_Input data_.
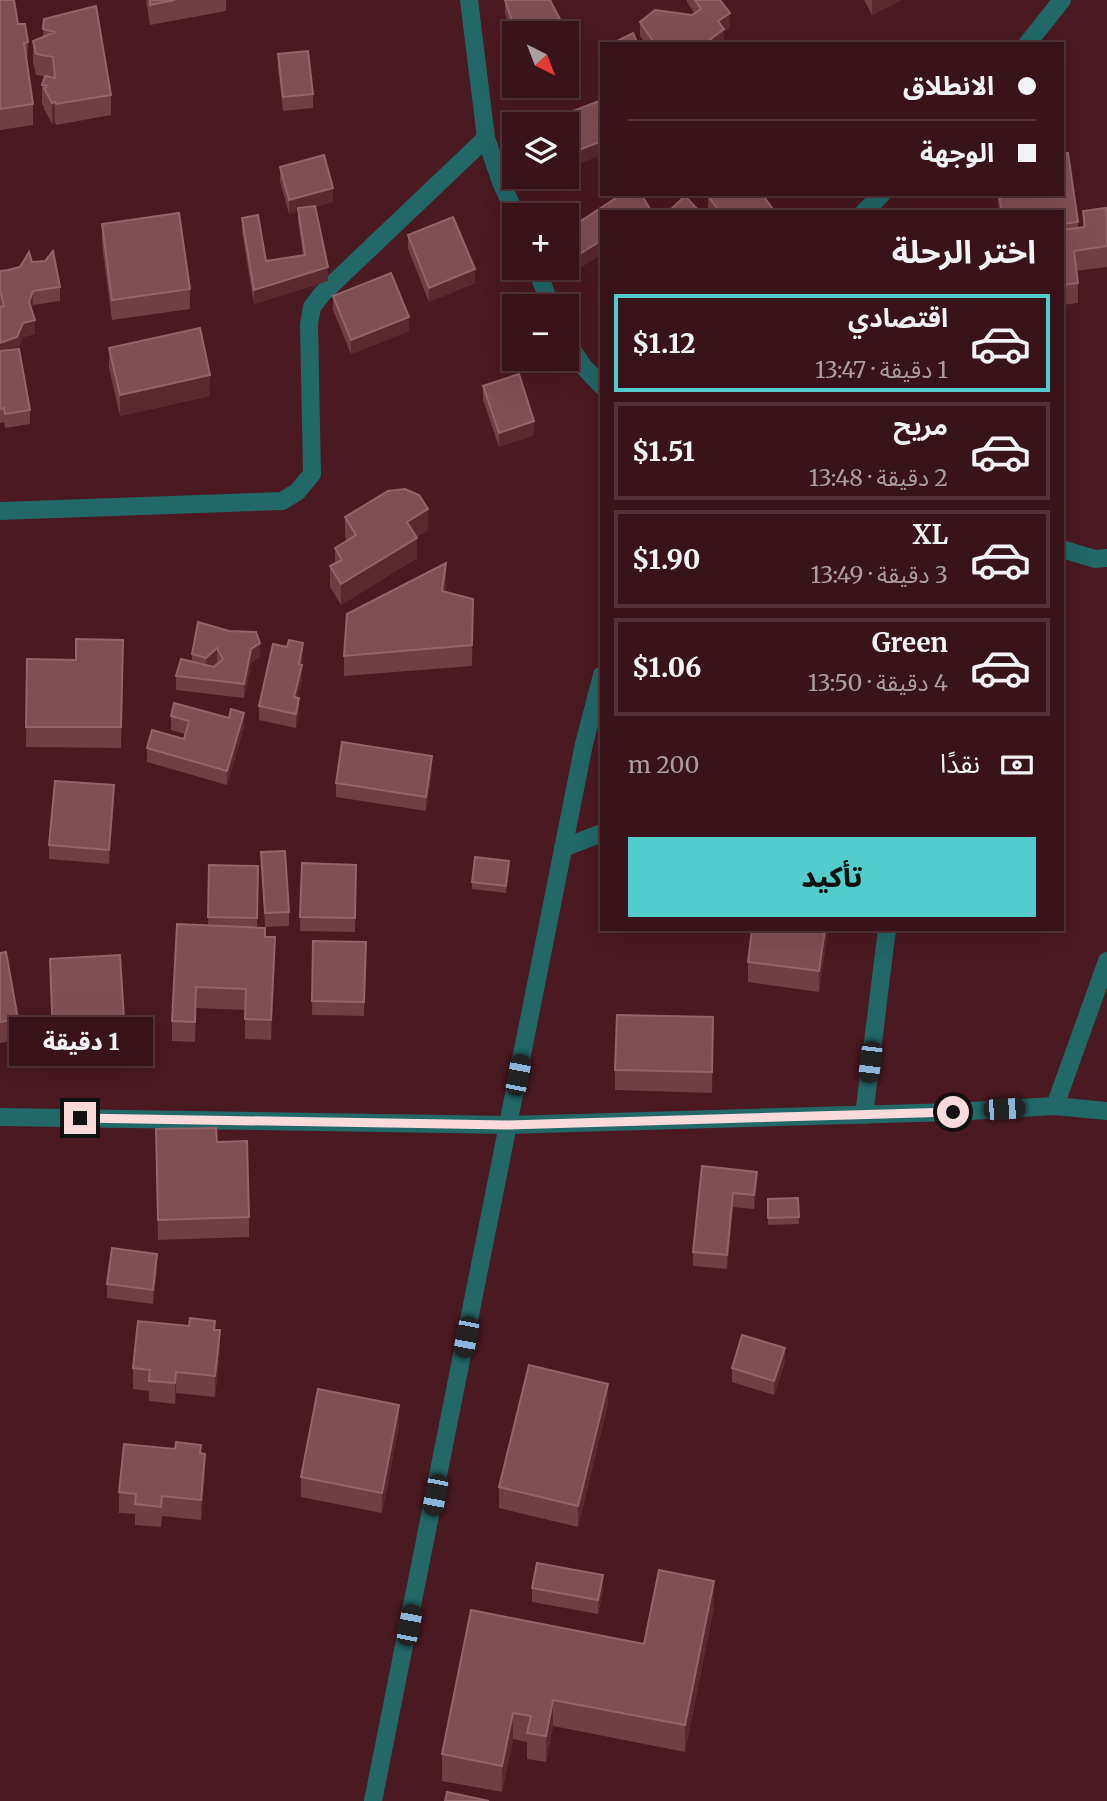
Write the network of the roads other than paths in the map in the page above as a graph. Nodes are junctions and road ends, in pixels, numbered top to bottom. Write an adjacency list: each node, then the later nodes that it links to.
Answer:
1 (469, 0): 4 (street)
2 (1062, 0): 3 (street)
3 (1029, 42)
4 (486, 138): 6 (street); 10 (street)
5 (880, 196): 7 (street)
6 (511, 203)
7 (866, 210)
8 (579, 360): 9 (street)
9 (600, 384)
10 (0, 511)
11 (1064, 550): 12 (street)
12 (1107, 558)
13 (600, 683): 15 (street)
14 (600, 834): 15 (street)
15 (563, 848): 22 (street)
16 (887, 931): 20 (street)
17 (1107, 961): 18 (street)
18 (1055, 1106): 19 (street); 20 (street)
19 (1107, 1111)
20 (864, 1115): 22 (street)
21 (0, 1117): 22 (street)
22 (508, 1125): 23 (street)
23 (373, 1801)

_How to complete this task_. Print the material verbatim; drop the pictures.

_Finished exercise_.
Write the network of the roads other than paths in the map in the page above as a graph. Nodes are junctions and road ends, in pixels, numbered top to bottom. Write an adjacency list: each node, then the later nodes that it links to.
Answer:
1 (469, 0): 4 (street)
2 (1062, 0): 3 (street)
3 (1029, 42)
4 (486, 138): 6 (street); 10 (street)
5 (880, 196): 7 (street)
6 (511, 203)
7 (866, 210)
8 (579, 360): 9 (street)
9 (600, 384)
10 (0, 511)
11 (1064, 550): 12 (street)
12 (1107, 558)
13 (600, 683): 15 (street)
14 (600, 834): 15 (street)
15 (563, 848): 22 (street)
16 (887, 931): 20 (street)
17 (1107, 961): 18 (street)
18 (1055, 1106): 19 (street); 20 (street)
19 (1107, 1111)
20 (864, 1115): 22 (street)
21 (0, 1117): 22 (street)
22 (508, 1125): 23 (street)
23 (373, 1801)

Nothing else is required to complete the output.